* _Your goal_
Lines before the one containing "index tip: (793, 328)" are left out; that line and all after it, through the end of the records, must be transcribed exactly.

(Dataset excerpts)
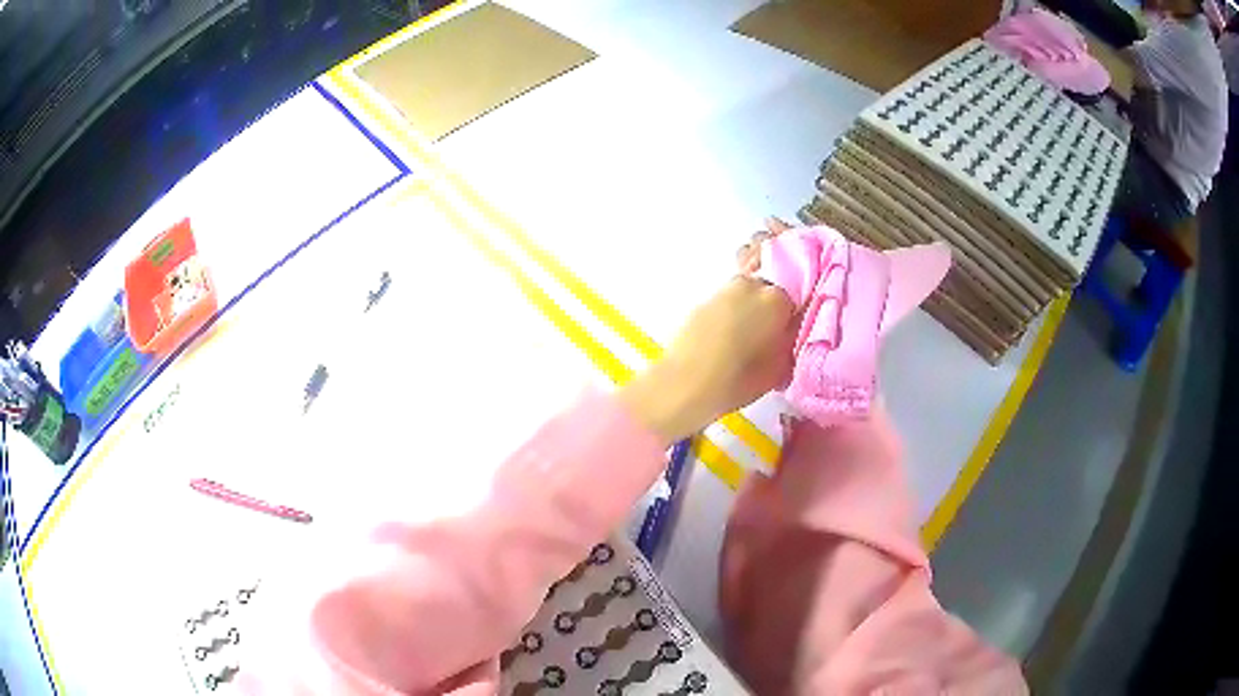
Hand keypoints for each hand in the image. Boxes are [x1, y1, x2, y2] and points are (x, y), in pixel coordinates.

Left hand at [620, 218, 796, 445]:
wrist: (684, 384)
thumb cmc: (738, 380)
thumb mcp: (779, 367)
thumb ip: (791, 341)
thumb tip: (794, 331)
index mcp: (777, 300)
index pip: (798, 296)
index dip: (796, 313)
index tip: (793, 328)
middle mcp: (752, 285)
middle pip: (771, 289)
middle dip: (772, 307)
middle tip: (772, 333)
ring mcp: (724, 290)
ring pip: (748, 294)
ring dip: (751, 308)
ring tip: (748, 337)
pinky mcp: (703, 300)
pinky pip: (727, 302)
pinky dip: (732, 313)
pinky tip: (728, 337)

* _Output for this exercise_
index tip: (793, 328)
middle mcp: (752, 285)
middle pip: (771, 289)
middle dip: (772, 307)
middle tip: (772, 333)
ring mcp: (724, 290)
ring pip: (748, 294)
ring dip: (751, 308)
ring tip: (748, 337)
pinky mcp: (703, 300)
pinky pip: (727, 302)
pinky dip: (732, 313)
pinky tip: (728, 337)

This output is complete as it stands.